Assignment
Copy the lines below word for word, skipping any image.

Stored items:

⟨

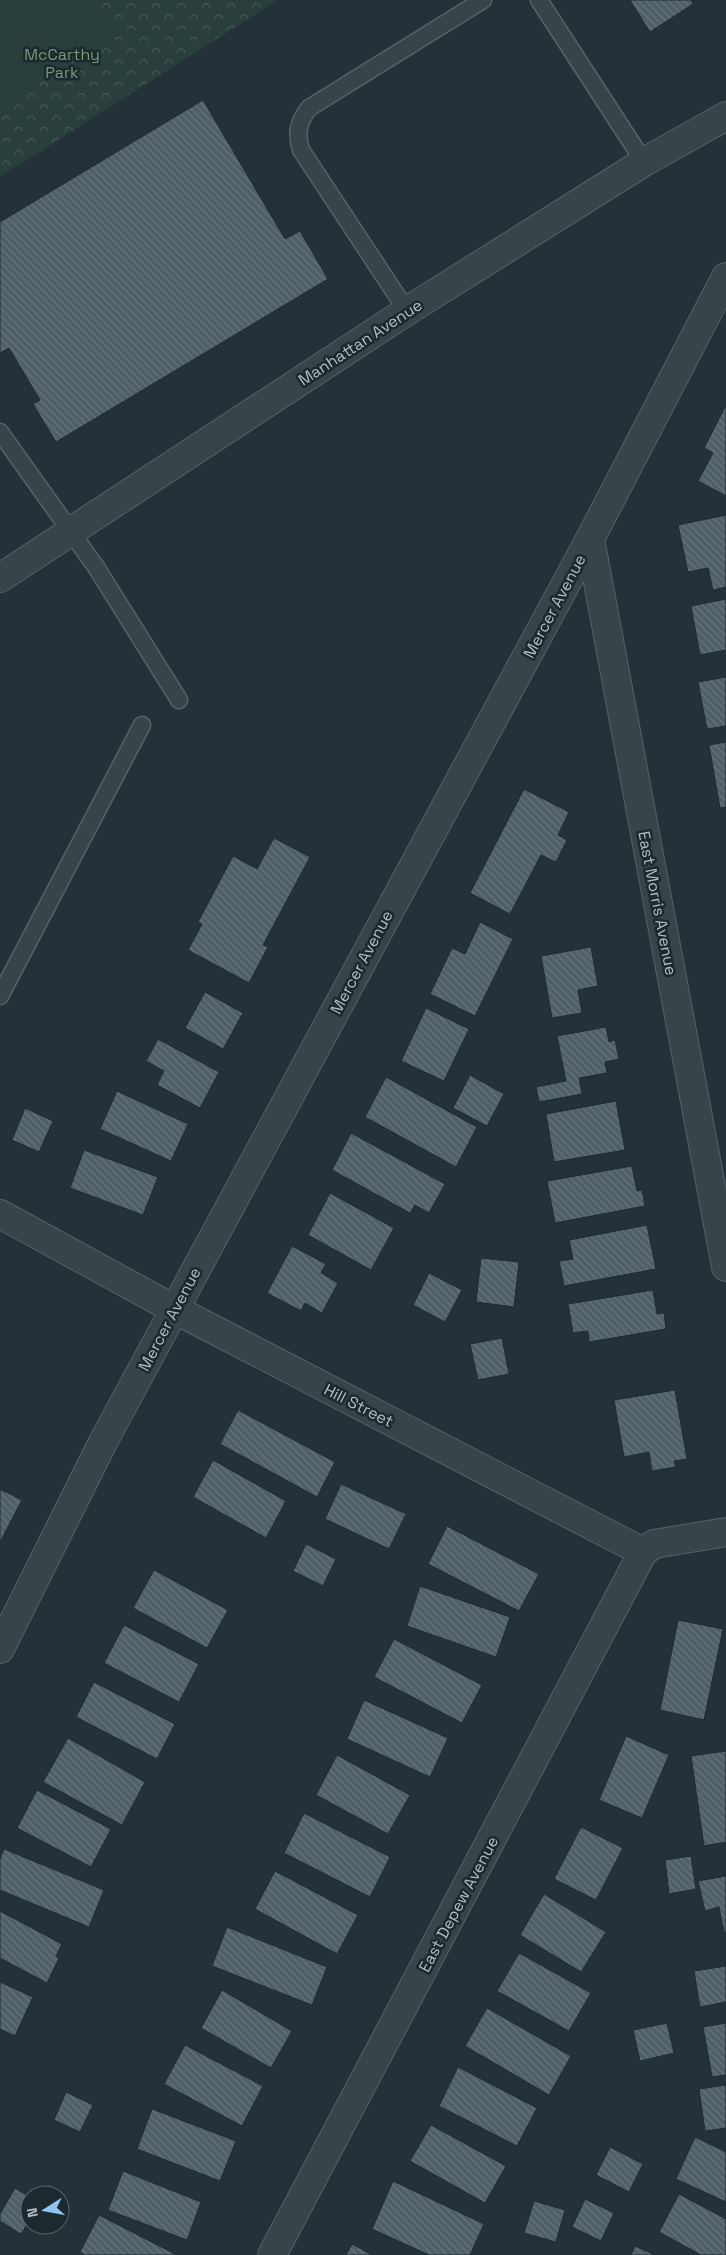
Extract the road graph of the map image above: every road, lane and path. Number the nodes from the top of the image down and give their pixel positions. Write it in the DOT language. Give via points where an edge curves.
graph roads {
  1 [pos="483,0"];
  2 [pos="539,0"];
  3 [pos="726,116"];
  4 [pos="644,162"];
  5 [pos="726,277"];
  6 [pos="407,311"];
  7 [pos="0,432"];
  8 [pos="71,532"];
  9 [pos="590,539"];
  10 [pos="0,578"];
  11 [pos="178,700"];
  12 [pos="142,725"];
  13 [pos="0,996"];
  14 [pos="0,1214"];
  15 [pos="726,1267"];
  16 [pos="174,1309"];
  17 [pos="726,1532"];
  18 [pos="643,1552"];
  19 [pos="0,1650"];
  20 [pos="272,2255"];
  1 -- 6 [label="lane" via="309,108 299,126 298,139 302,150"];
  2 -- 4 [label="lane"];
  3 -- 4 [label="street, Manhattan Avenue"];
  4 -- 6 [label="street, Manhattan Avenue"];
  5 -- 9 [label="street, Mercer Avenue"];
  6 -- 8 [label="street, Manhattan Avenue"];
  7 -- 8 [label="lane"];
  8 -- 10 [label="street, Manhattan Avenue"];
  8 -- 11 [label="lane"];
  9 -- 15 [label="street, East Morris Avenue"];
  9 -- 16 [label="street, Mercer Avenue"];
  12 -- 13 [label="lane"];
  14 -- 16 [label="street, Hill Street"];
  16 -- 18 [label="street, Hill Street"];
  16 -- 19 [label="street, Mercer Avenue" via="103,1442"];
  17 -- 18 [label="street" via="654,1544"];
  18 -- 20 [label="street, East Depew Avenue"];
}
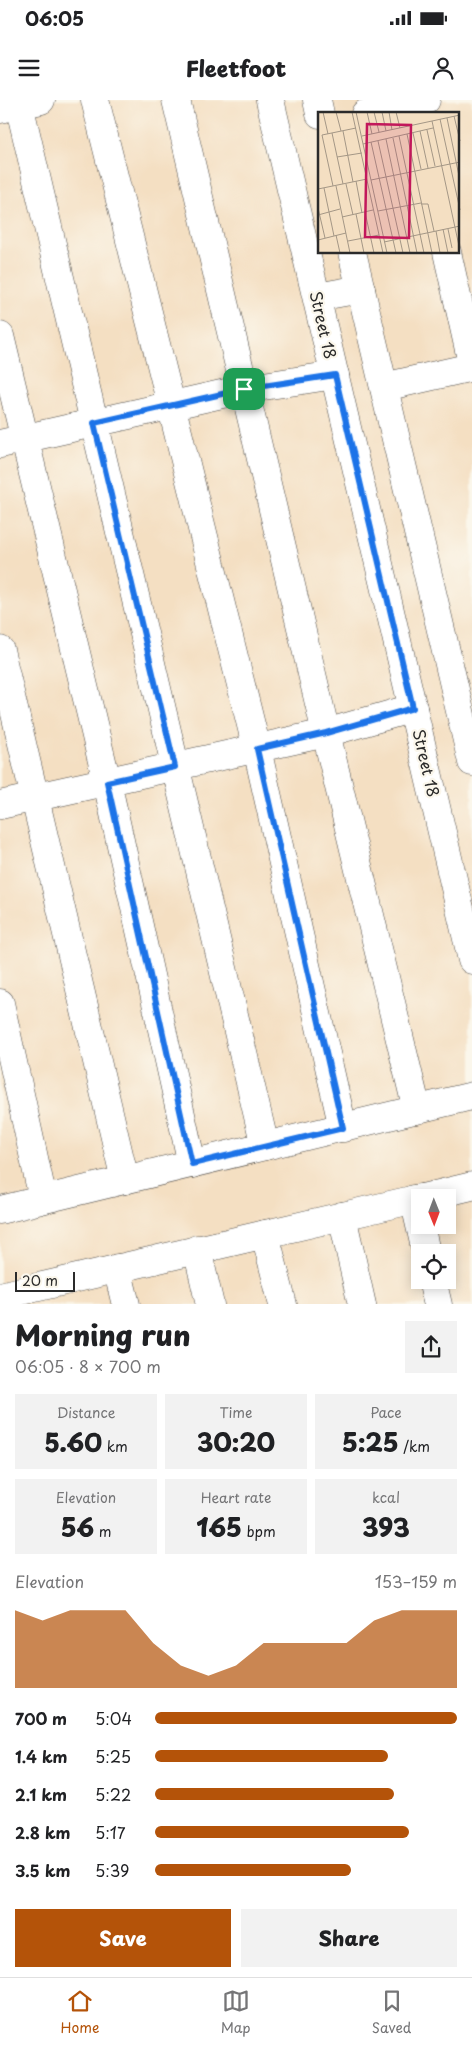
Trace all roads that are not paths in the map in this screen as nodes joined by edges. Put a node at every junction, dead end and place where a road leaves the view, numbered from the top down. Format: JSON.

⟩

Answer to this problem
Extract the road graph of the map image above: every road, lane and path. Number the nodes from the top of the image down and give their pixel positions. Write it in the DOT language. Give via points where an edge curves.
graph roads {
  1 [pos="483,0"];
  2 [pos="539,0"];
  3 [pos="726,116"];
  4 [pos="644,162"];
  5 [pos="726,277"];
  6 [pos="407,311"];
  7 [pos="0,432"];
  8 [pos="71,532"];
  9 [pos="590,539"];
  10 [pos="0,578"];
  11 [pos="178,700"];
  12 [pos="142,725"];
  13 [pos="0,996"];
  14 [pos="0,1214"];
  15 [pos="726,1267"];
  16 [pos="174,1309"];
  17 [pos="726,1532"];
  18 [pos="643,1552"];
  19 [pos="0,1650"];
  20 [pos="272,2255"];
  1 -- 6 [label="lane" via="309,108 299,126 298,139 302,150"];
  2 -- 4 [label="lane"];
  3 -- 4 [label="street, Manhattan Avenue"];
  4 -- 6 [label="street, Manhattan Avenue"];
  5 -- 9 [label="street, Mercer Avenue"];
  6 -- 8 [label="street, Manhattan Avenue"];
  7 -- 8 [label="lane"];
  8 -- 10 [label="street, Manhattan Avenue"];
  8 -- 11 [label="lane"];
  9 -- 15 [label="street, East Morris Avenue"];
  9 -- 16 [label="street, Mercer Avenue"];
  12 -- 13 [label="lane"];
  14 -- 16 [label="street, Hill Street"];
  16 -- 18 [label="street, Hill Street"];
  16 -- 19 [label="street, Mercer Avenue" via="103,1442"];
  17 -- 18 [label="street" via="654,1544"];
  18 -- 20 [label="street, East Depew Avenue"];
}
Trace all roads that are not paths in the map in this screen as nodes joined by edges. Put a node at every junction, dead end and place where a road leaves the view, numbered from the top down. Format: JSON.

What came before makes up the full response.